**Saved entries:**
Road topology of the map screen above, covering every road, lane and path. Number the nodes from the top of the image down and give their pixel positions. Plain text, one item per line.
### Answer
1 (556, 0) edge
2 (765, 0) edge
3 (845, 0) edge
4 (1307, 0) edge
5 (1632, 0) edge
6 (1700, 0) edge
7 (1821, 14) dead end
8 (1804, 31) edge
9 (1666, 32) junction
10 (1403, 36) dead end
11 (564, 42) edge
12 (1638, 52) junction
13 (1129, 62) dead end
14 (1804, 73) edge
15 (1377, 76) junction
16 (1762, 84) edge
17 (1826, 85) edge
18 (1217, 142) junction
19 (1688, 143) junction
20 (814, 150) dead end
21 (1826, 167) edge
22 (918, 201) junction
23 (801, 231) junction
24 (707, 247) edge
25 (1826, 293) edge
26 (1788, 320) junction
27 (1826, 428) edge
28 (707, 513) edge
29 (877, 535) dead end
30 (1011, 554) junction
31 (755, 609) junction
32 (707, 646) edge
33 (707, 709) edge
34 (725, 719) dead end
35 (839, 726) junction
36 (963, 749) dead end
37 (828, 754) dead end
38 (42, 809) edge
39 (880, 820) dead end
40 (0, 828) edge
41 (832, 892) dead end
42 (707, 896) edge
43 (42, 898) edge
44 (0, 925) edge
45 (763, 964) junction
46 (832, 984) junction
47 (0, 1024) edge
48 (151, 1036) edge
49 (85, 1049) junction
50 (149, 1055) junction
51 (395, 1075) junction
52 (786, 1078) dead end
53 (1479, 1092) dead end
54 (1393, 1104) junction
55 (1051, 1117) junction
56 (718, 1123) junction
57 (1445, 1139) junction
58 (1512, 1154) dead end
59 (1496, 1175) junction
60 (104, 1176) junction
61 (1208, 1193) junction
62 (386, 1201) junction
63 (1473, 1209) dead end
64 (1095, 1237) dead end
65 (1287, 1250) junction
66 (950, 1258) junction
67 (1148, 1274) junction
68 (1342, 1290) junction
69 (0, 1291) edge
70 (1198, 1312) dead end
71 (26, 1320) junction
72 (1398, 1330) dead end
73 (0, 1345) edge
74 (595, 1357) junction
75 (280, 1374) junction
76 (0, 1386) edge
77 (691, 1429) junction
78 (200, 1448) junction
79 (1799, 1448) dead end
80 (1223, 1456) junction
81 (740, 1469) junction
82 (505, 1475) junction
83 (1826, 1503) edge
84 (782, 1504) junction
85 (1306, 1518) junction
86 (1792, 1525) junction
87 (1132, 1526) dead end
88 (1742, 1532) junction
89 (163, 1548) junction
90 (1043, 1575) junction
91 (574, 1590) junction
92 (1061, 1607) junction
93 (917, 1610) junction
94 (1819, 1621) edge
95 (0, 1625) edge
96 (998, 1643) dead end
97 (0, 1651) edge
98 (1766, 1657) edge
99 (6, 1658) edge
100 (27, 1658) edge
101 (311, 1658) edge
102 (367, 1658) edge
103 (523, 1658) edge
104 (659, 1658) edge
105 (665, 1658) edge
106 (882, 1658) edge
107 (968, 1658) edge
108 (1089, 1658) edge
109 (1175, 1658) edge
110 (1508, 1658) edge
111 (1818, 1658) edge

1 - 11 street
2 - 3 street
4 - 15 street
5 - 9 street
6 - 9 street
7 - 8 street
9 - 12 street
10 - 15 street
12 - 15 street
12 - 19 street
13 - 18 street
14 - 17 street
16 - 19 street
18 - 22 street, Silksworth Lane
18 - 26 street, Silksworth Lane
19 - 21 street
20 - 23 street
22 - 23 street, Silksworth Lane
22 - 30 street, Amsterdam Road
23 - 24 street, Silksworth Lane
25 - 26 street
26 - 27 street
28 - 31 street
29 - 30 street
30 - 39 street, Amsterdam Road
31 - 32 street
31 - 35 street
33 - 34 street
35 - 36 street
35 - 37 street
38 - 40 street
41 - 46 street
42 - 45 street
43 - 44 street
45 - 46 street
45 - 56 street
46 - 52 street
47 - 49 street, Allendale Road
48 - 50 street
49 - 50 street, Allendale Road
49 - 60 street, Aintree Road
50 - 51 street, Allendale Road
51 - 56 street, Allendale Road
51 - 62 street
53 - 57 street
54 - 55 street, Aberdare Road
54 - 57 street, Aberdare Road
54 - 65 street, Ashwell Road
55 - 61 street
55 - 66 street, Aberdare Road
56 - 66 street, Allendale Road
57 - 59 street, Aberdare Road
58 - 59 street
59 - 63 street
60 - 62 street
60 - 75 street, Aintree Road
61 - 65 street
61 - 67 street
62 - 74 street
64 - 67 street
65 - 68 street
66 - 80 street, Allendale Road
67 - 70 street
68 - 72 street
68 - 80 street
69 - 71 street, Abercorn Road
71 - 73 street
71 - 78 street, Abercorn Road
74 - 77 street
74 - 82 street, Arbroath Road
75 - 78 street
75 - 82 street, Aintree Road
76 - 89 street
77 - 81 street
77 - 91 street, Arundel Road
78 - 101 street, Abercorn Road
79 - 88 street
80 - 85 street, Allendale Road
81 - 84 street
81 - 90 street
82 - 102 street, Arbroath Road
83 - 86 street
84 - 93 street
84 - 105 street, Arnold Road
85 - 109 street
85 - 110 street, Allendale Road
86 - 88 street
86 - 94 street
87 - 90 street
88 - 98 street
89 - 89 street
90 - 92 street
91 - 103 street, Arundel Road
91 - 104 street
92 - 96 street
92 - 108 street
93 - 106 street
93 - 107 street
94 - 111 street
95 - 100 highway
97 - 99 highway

**EXERCISE DETAILS:** Lines above with the word "Aberdare" should be counted, and the reply is that count alone.

**SOLUTION TO THIS TASK:** 4